My mom had the strangest wishes for me when I was growing up. The strangest one, in my opinion, was the fact that she wanted my hair to be long until I was 18. She cut my hair herself, making sure that it remained past my shoulders. I often asked her about this and she said that she wanted me to be able to say to people that I had my hair long until I was 18. Never mind the fact that this is a really weird thing to say to people. She wanted my hair to be long and it stayed so... until I was 15.
One evening I was sitting in my bedroom, staring in disgust at my hair in the mirror. Having seemingly recovered from Trichotillomania a year prior, my hair was now growing back, but was uneven in many places. In some areas my hair was halfway down my back, while in other areas my hair was barely reaching my shoulders. Now, I was quite glad to no longer have enormous bald spots all over my head, but I felt like somehow, this looked even worse.
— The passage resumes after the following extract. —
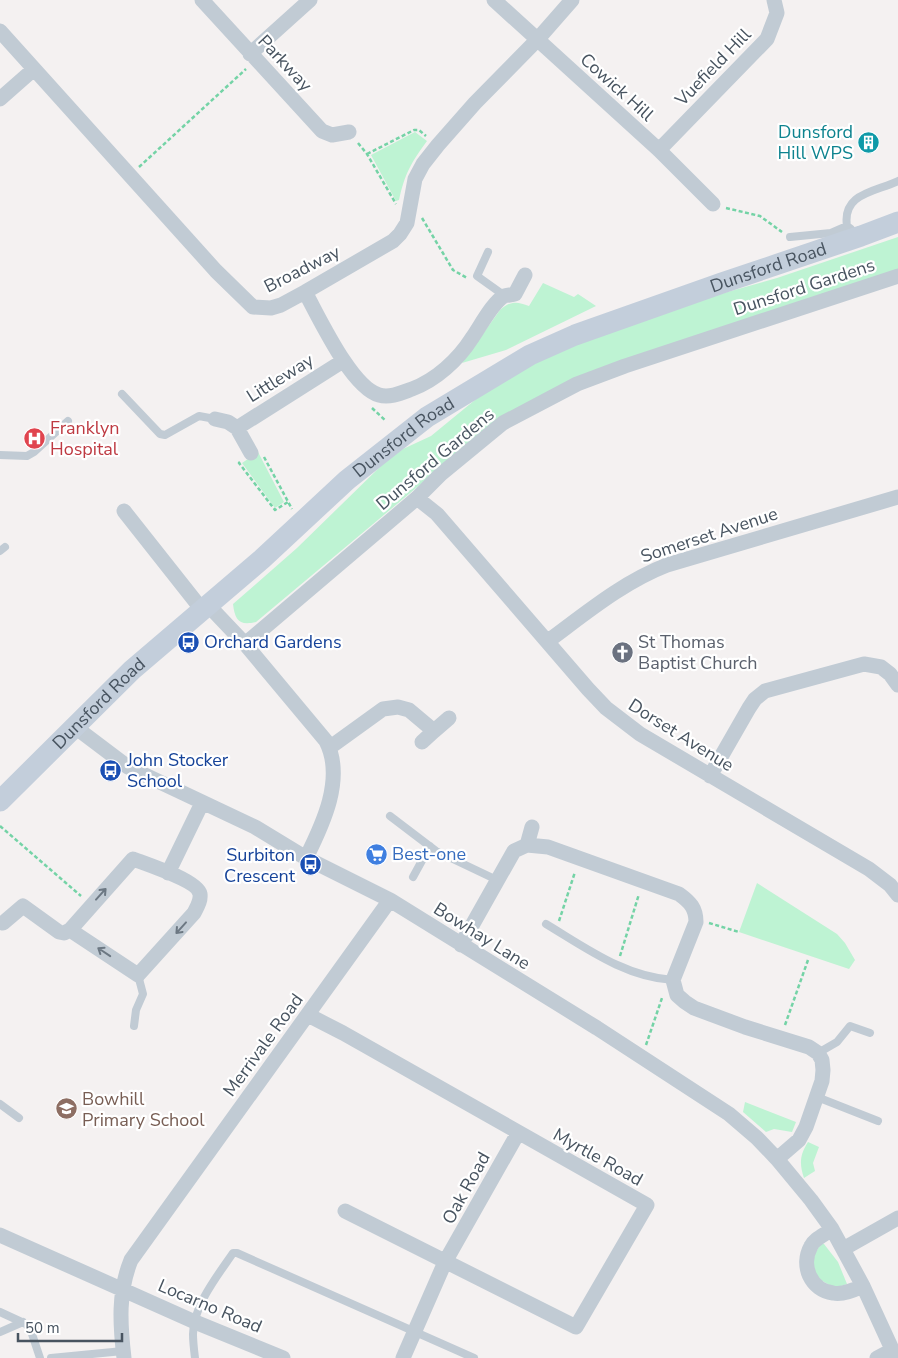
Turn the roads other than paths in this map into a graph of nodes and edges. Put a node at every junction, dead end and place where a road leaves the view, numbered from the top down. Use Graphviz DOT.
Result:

You have to understand... this was simply agonizing. I couldn't do anything with my hair to make it look cute or stylish. I was embarrassed to go to school looking like this. So that evening, while staring at my hair, I grabbed the craft scissors and decided to even the mess out. Not exactly the smartest of choices, I know, but I was tired of looking like an old Raggedy Ann doll that had been chewed up by the dog. So, I snipped (okay, I SAWED) away my hair and voilà! I was now the owner of a stylishly messy bob haircut.
Of course, now I had to hide the evidence from my mother. I flushed the discarded hair down the toilet, and put my remaining hair up with a claw clip. Somehow, the next day, my mom didn't notice that I was now missing a good deal of hair length.
She must have been incredibly busy or something to not notice this. In fact, she didn't notice for a week or so, and I suspect she wouldn't have noticed for even longer than that if it hadn't been brought to her attention by a friend of hers. This friend of my mother's had seen me walking around school with my hair down and had gushed over how cute it looked. I should have realized that she was going to tell my mom how cute I looked as well, but let's face it, when you're young, you don't really think these kinds of things through.
So one Saturday morning I'm awakened to my mom screaming at me to get up and to let my hair down. I took it out of the clip and showed it to her, and she grounded me for two weeks. To be honest, I thought that she wanted to kill me, so I felt that I got off lucky.
Ever since then, from time to time, I've gotten this insatiable urge to chop off my hair. I did this in 11th grade, and again in my first month or so in college. Craft scissors and all.
The thing I've noticed about this is that every time I do this, my hair comes out looking great. There is no unevenness or anything, even though each time I do this, I am furiously attacking my hair with dull scissors. Am I just lucky? I'd like to think so.